A study led by the University of Manchester (United Kingdom) has found new insights about human blood generation from an early hemogenic endothelium (HE) – a transient precursor of all blood cells.
The generation of HE from human embryonic stem cells (hESCs) provides an invaluable platform to study and dissect blood specification and the emergence of blood stem and progenitor cells. Only a perfect understanding of this differentiation process will lead to the generation of usable blood cells in the clinic for therapeutic purpose -,the aim in stem cell and regenerative medicine fields.
This project led by Dr. Valerie Kouskoff and whose first author has been the Basque country researcher Eva García-Alegría, provides detailed analysis of the earliest steps of HE commitment from hESC. The study unequivocally demonstrates that both primitive and definitive blood precursors are specified very early during differentiation and that CD31 expression remains associated with definitive blood progenitors. This work will be publish at the prestigious journal Stem Cell Reports in November 2018-.
The authors describe how the potential of this specialized endothelium to generate blood cells sharply declines over the course of hESCs differentiation. That way, they point out the relevance of timing, an important factor never addressed before in relation with this endothelium. Furthermore, they show that the dynamic expression of different markers is described at the onset of the blood specification. This allows to define 3 blood progenitors’ populations whose potential is linked to the expression of the endothelial marker CD31.

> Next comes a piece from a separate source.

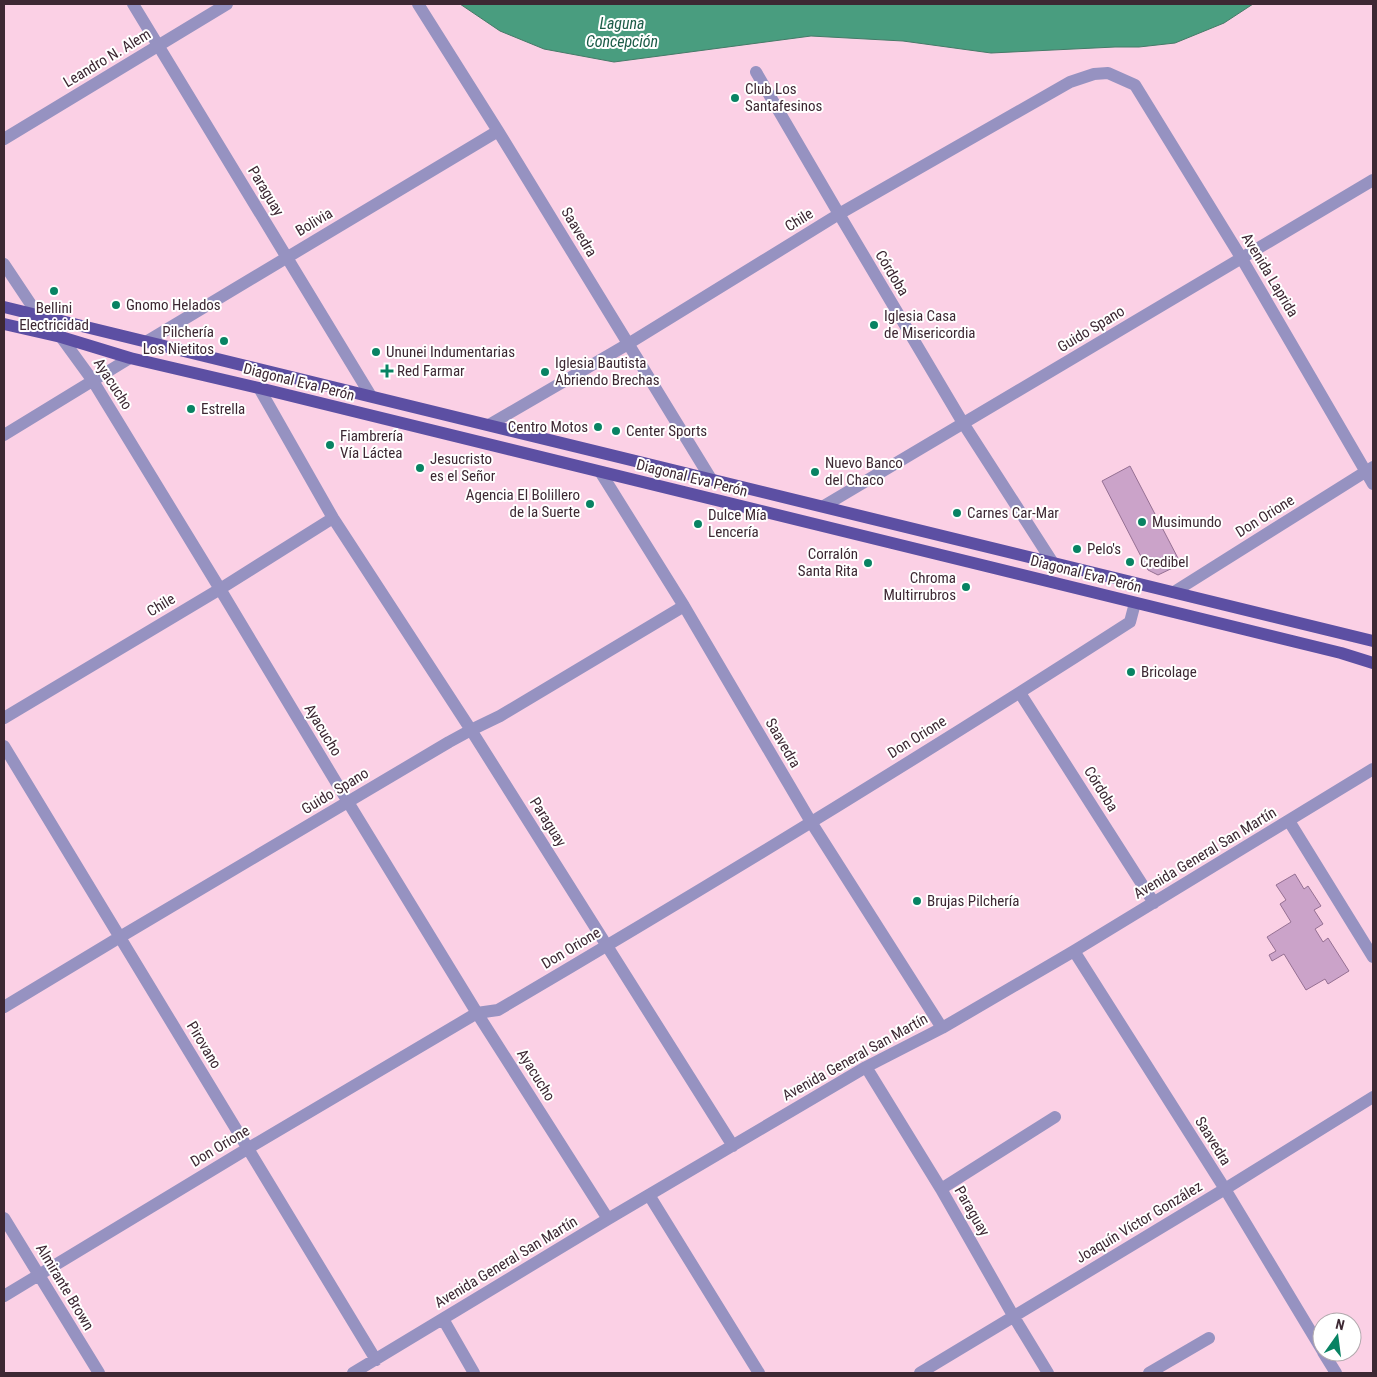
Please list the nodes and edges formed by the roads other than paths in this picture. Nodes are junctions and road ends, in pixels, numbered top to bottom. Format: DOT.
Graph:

Importantly, little was known about the role of CD31 in the blood differentiation of hESC -. beside this marker had been previously reported to be expressed in different blood precursors and stem cells in mouse and human tissues. This study links the loss of this marker to cells with restricted erythroid lineage potential. In the other hand,cells retaining CD31 expression have the ability to generate all different blood types, including T lymphocyte in culture.
According to Kouskoff,“this research furthers our understanding toward the generation of blood progenitor cells with ability to generate different types of blood cells, bringing us a step closer to defining how they emerge, specify and maturate”
Dr Garcia-Alegria said: “This study allows following the emergence of different blood progenitors in culture, improving our knowledge about those subsets with potential to generate T lymphocytes, considered a feature of definitive haematopoiesis. It is still early to see if this population contains stem cells with ability to reconstitute the blood system after transplantation but it’s an exciting contribution that links the loss of CD31 expression to the restriction in the hematopoietic potential”.
The study, entitled “Early human hemogenic endothelium generates primitive and definitive hematopoiesis in vitro” will be published in Stem Cell Reports Journal on 13th November 2018. Authors are Eva Garcia-Alegria, Sara Menegatti, Muhammad ZH Fadlullah, Pablo Menendez, Georges Lacaud and Valerie Kouskoff.
The work is supported by Medical Research Council, the Biotechnology and Biological Sciences Research Council, Bloodwise, the European Union’s Horizon 2020 and Cancer Research UK.